-------- GIVEN DATA
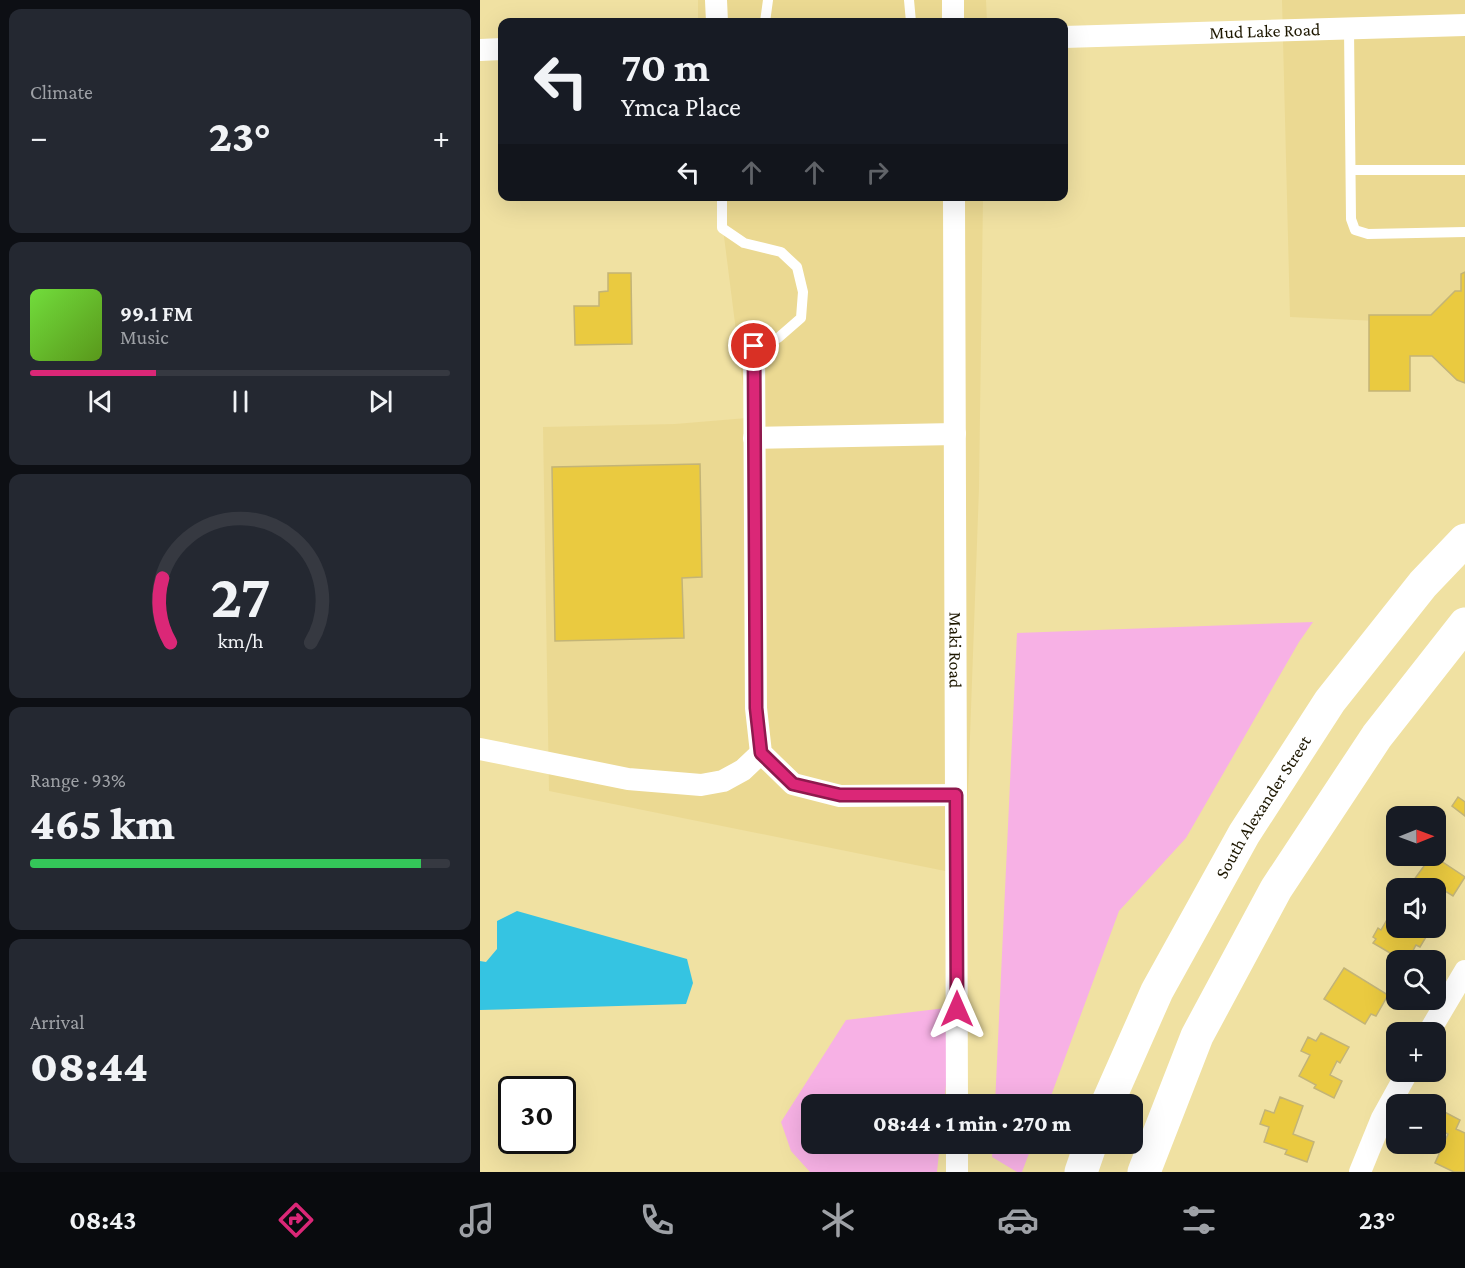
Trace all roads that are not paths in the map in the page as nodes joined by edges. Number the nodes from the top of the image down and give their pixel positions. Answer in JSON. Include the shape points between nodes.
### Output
----------------
-------- GIVEN DATA
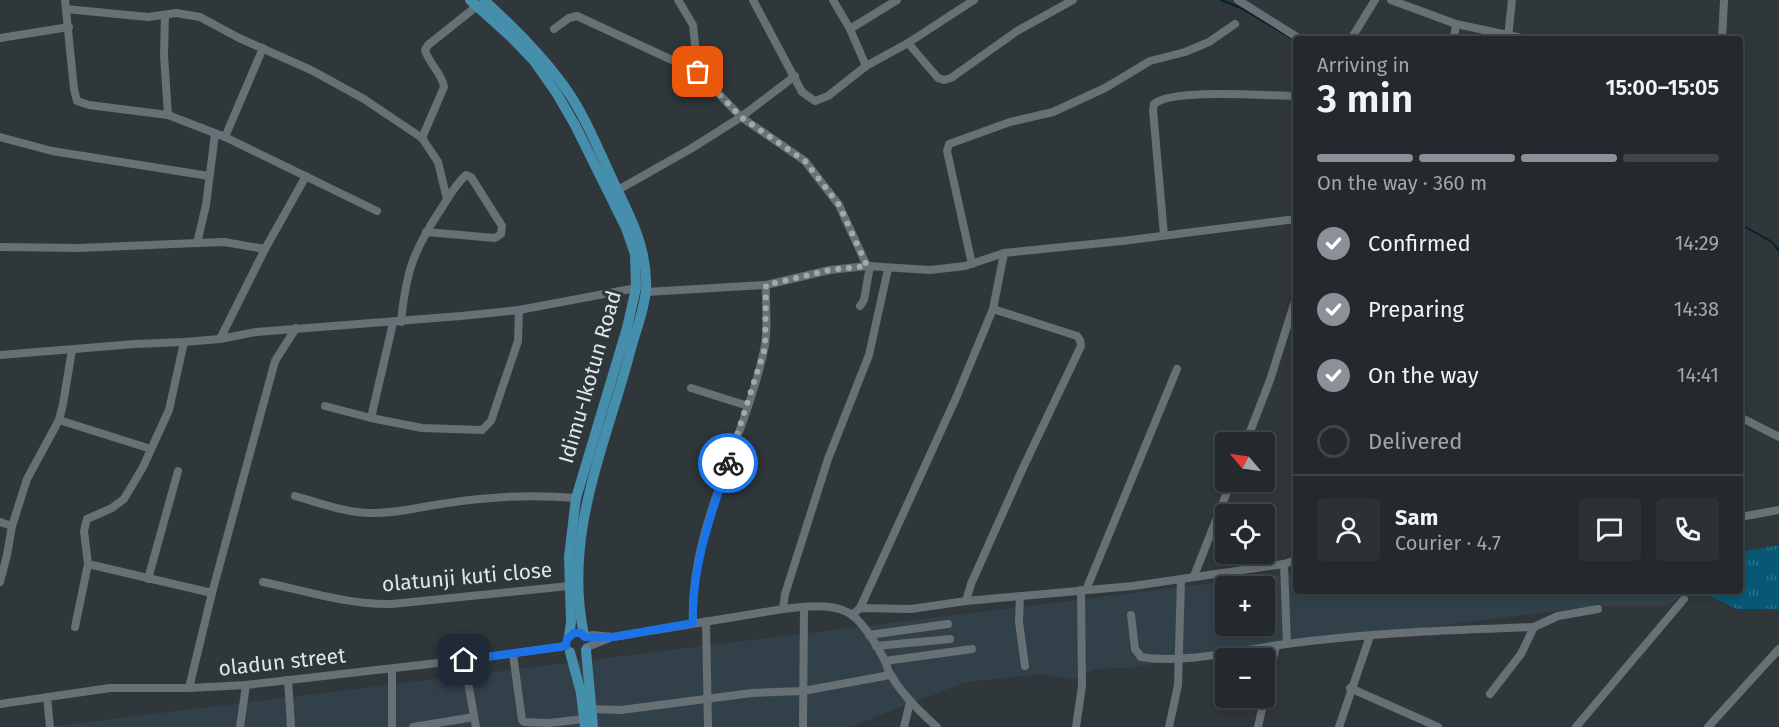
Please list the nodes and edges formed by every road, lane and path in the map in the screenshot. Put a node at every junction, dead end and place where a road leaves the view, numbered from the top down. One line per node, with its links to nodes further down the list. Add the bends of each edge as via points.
----------------
■ WHAT YOU SHOULD DO ■
Read through the data above. Report each line that has the word "down".

■ SOLUTION FOR THIS PROBLEM ■
Trace all roads that are not paths in the map in the page as nodes joined by edges. Number the nodes from the top of the image down and give their pixel positions. Answer in JSON. Include the shape points between nodes.
Please list the nodes and edges formed by every road, lane and path in the map in the screenshot. Put a node at every junction, dead end and place where a road leaves the view, numbered from the top down. One line per node, with its links to nodes further down the list. Add the bends of each edge as via points.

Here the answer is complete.